Description of Harrows Scar Milecastle and Wall

Nothing can now be seen of the turf Wall and milecastle that preceded the stone structures in the stretch of Hadrian’s Wall between Birdoswald Roman Fort and Harrows Scar Milecastle. The length of stone Wall itself, however, is one of the highest surviving, with a number of inscriptions and phallic symbols remaining in position. The basic plan of the stone milecastle is clear, as are traces of later buildings within it. 

Aerial detail view of Harrows Scar milecastle
Harrows Scar Milecastle seen from the air, looking south


Milecastles were small guard posts built at intervals of one Roman mile along the Wall, usually with two gates to allow access through it. Milecastle 49 at Harrows Scar lies on the edge of the western cliff of the river Irthing, overlooking the Roman bridge that carried the Wall across the river at Willowford.

The outer walls of the milecastle mostly survive to a height of two or three courses (continuous horizontal layers of stone). The plan – a rectangular fortlet attached to the Wall, but with rounded southern corners – is clear, as are the sites of the two large gates to north and south. The south-east corner has been lost to river erosion. A farm track crosses the milecastle from the south-east corner, exiting on the site of the north gate.

The milecastle walls are some 2.3 metres wide, as is the stone replacement of the turf Wall which they abut.

The wall footings within the milecastle relate to the post-medieval building recorded in 1603.[1]

Long view of the Wall looking west towards Birdoswald Roman Fort
View of the Wall looking west from Harrows Scar towards Birdoswald Roman Fort. Up to ten courses remain, making this one of the longest stretches of Wall to survive to a good height

Hadrian’s Wall

From Harrows Scar Milecastle to Birdoswald Fort, the Wall is 2.3 metres wide and survives to a height of up to ten courses (2 metres). This is one of the longest high-standing stretches to survive.

The Wall was built at the base of a slope from the south, and drainage was thus important. Regular drains can be seen in its base at intervals of 6 metres and towards Birdoswald a later drain was inserted. This now appears, strangely, to be above ground level, but it would have been inserted at a time when a build-up of soil, washed downslope, would have compromised the proper functioning of the original drains.

A phallus, considered to be a symbol of good luck, carved on a stone block in the south face of the Wall to the west of Harrows Scar
A phallus, carved on the south face of the Wall to the west of Harrows Scar. The Romans considered phalluses to be symbols of good luck

Symbols and Inscriptions

This part of the Wall is made unusually interesting by the presence of carved phallic symbols and of several ‘centurial’ stones, which feature the names of centurions in charge of the work parties who built the Wall.
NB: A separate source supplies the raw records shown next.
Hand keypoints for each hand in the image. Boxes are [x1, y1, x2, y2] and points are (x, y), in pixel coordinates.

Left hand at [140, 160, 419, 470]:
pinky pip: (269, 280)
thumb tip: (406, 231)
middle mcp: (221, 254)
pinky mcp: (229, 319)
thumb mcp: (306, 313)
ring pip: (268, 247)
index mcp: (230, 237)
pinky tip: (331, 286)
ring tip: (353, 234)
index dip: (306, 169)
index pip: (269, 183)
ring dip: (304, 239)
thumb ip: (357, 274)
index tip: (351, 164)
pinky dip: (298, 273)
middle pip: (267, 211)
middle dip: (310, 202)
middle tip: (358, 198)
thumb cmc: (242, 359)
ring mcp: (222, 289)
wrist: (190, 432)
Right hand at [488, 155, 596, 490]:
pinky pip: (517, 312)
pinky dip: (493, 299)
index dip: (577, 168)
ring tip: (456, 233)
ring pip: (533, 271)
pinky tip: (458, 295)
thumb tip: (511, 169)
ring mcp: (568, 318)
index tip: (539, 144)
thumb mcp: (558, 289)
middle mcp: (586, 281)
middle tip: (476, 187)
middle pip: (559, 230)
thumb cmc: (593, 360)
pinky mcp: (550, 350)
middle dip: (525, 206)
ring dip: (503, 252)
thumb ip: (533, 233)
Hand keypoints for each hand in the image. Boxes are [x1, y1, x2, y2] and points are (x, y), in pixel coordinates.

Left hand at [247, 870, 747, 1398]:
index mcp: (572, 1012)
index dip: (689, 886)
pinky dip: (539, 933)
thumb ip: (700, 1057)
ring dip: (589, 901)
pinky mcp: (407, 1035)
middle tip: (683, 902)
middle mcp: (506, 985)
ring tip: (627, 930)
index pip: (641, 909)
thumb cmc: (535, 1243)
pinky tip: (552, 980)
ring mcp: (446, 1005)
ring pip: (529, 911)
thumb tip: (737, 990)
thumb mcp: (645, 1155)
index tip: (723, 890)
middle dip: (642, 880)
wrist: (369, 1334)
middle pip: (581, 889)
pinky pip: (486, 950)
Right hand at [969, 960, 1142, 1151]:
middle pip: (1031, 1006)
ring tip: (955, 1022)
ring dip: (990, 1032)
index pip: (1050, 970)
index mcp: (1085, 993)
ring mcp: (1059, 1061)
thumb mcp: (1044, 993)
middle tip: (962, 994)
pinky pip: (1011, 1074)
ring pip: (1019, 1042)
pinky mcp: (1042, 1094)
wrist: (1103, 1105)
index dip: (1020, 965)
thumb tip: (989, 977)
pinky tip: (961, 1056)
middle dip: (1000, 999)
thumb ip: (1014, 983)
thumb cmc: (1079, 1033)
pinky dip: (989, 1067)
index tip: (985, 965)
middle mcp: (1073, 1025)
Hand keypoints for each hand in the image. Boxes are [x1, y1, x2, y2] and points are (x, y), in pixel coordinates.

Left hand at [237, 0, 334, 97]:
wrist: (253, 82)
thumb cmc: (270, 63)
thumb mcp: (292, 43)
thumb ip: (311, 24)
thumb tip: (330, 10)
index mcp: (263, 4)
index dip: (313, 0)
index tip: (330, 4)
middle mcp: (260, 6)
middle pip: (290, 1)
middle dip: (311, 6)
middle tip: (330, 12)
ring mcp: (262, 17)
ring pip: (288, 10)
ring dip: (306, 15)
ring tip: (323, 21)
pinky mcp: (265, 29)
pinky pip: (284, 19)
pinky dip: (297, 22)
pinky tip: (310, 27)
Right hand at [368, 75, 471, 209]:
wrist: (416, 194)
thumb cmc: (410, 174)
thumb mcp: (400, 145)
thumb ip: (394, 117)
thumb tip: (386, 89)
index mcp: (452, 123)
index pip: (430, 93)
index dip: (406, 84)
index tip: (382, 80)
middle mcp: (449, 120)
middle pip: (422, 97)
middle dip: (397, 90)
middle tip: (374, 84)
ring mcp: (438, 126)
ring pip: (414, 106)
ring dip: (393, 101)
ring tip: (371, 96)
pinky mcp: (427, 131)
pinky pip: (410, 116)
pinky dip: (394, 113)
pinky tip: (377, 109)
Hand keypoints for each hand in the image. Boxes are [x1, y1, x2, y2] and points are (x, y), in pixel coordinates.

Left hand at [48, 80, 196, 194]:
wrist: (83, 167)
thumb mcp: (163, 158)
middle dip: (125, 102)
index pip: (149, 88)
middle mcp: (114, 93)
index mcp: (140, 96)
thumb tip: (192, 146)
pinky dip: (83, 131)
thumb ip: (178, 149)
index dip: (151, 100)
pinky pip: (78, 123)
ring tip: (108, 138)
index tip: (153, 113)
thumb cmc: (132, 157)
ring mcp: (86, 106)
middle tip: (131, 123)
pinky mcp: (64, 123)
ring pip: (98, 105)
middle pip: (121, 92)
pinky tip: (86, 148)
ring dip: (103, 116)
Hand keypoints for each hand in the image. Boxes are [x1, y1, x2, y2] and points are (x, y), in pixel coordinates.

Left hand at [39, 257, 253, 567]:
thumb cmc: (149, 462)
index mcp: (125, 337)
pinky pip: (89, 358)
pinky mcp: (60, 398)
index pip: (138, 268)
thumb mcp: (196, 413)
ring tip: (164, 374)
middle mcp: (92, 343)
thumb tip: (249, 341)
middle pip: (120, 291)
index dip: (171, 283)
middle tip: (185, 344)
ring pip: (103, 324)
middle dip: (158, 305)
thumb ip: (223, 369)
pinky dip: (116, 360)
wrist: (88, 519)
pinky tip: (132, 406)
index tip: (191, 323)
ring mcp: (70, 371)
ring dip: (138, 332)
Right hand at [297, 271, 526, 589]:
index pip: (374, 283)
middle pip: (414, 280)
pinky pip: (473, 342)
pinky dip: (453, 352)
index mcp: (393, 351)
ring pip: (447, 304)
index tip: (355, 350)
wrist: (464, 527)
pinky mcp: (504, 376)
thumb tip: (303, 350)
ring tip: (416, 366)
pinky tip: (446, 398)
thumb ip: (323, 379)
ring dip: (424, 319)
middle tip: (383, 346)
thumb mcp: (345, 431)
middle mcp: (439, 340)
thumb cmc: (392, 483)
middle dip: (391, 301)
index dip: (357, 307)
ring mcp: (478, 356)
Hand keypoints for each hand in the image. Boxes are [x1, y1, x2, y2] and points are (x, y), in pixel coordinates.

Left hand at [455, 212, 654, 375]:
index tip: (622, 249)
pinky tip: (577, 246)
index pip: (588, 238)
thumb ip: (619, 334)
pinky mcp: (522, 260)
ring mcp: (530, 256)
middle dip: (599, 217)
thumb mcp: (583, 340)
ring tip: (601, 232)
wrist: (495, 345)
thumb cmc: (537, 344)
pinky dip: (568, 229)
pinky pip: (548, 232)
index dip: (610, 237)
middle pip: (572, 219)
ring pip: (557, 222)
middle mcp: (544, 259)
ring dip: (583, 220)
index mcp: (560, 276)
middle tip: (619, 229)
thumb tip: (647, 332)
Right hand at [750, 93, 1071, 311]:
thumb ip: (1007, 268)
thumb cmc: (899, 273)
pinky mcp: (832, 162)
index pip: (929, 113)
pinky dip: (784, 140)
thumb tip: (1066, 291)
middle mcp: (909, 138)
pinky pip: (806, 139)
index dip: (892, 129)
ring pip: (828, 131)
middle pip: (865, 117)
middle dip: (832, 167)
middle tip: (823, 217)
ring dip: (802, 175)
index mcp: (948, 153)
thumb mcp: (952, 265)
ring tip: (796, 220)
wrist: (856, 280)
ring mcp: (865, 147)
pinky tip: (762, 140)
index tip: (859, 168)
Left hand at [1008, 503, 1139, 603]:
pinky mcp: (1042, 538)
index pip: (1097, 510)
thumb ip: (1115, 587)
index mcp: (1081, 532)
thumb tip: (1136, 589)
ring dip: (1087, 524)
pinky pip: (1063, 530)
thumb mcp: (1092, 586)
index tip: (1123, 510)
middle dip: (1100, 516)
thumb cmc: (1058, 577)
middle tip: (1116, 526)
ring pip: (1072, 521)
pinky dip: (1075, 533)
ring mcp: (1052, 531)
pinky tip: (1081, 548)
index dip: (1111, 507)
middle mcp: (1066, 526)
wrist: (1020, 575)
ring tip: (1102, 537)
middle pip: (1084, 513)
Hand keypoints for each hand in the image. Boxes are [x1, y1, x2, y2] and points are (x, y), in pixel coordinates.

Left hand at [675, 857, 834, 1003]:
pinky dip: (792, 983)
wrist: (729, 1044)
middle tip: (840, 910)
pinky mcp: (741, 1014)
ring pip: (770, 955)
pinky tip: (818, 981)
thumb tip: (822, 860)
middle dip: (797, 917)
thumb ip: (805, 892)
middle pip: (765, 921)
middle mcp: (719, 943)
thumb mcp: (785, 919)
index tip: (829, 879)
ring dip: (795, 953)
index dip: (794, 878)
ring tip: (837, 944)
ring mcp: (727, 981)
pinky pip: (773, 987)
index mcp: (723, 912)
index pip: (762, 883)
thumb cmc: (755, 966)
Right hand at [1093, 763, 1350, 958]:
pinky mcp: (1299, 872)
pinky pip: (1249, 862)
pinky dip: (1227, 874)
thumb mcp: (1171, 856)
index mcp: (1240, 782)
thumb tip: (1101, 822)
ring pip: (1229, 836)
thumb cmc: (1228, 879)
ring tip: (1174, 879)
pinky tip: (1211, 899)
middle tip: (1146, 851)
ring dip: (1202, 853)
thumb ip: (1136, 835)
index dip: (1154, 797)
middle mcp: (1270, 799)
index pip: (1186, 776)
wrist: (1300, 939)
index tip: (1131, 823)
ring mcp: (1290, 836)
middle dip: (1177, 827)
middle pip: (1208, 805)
The positions of these are marked by small metal strips mortared into the wall footings a course above the present ground level. They are listed below by their distance from the west wall of the milecastle:

  • 64 metres: ‘century of Marcus Rufus’ (almost illegible)
  • 68 metres: ‘century of Carus Scipio’
  • 190 metres: phallic symbol
  • 245 metres: ‘century of Julius Primus, cohort VIII’ (the clearest example)
  • 254 metres: ‘century of Secundinus Verullus built 30 paces’
  • 275 metres: ‘century of the Primus Pilus’ (>PP)
  • 349 metres: ‘century of Tertius’ (see Significance of Harrows Scar)
  • 374 metres: phallic symbol (very clearly visible).[2]

A further ten inscribed stones were found in material collapsed from the Wall.


1. IA Richmond, ‘Excavations at Milecastle 49 (Harrows Scar)’, Transactions of the Cumberland and Westmorland Antiquarian and Archaeological Society, new series, 56 (1956), 18–27.
2. This list is taken from DJ Breeze, J Collingwood Bruce’s Handbook to the Roman Wall, 14th edn (Newcastle upon Tyne, 2006), 293.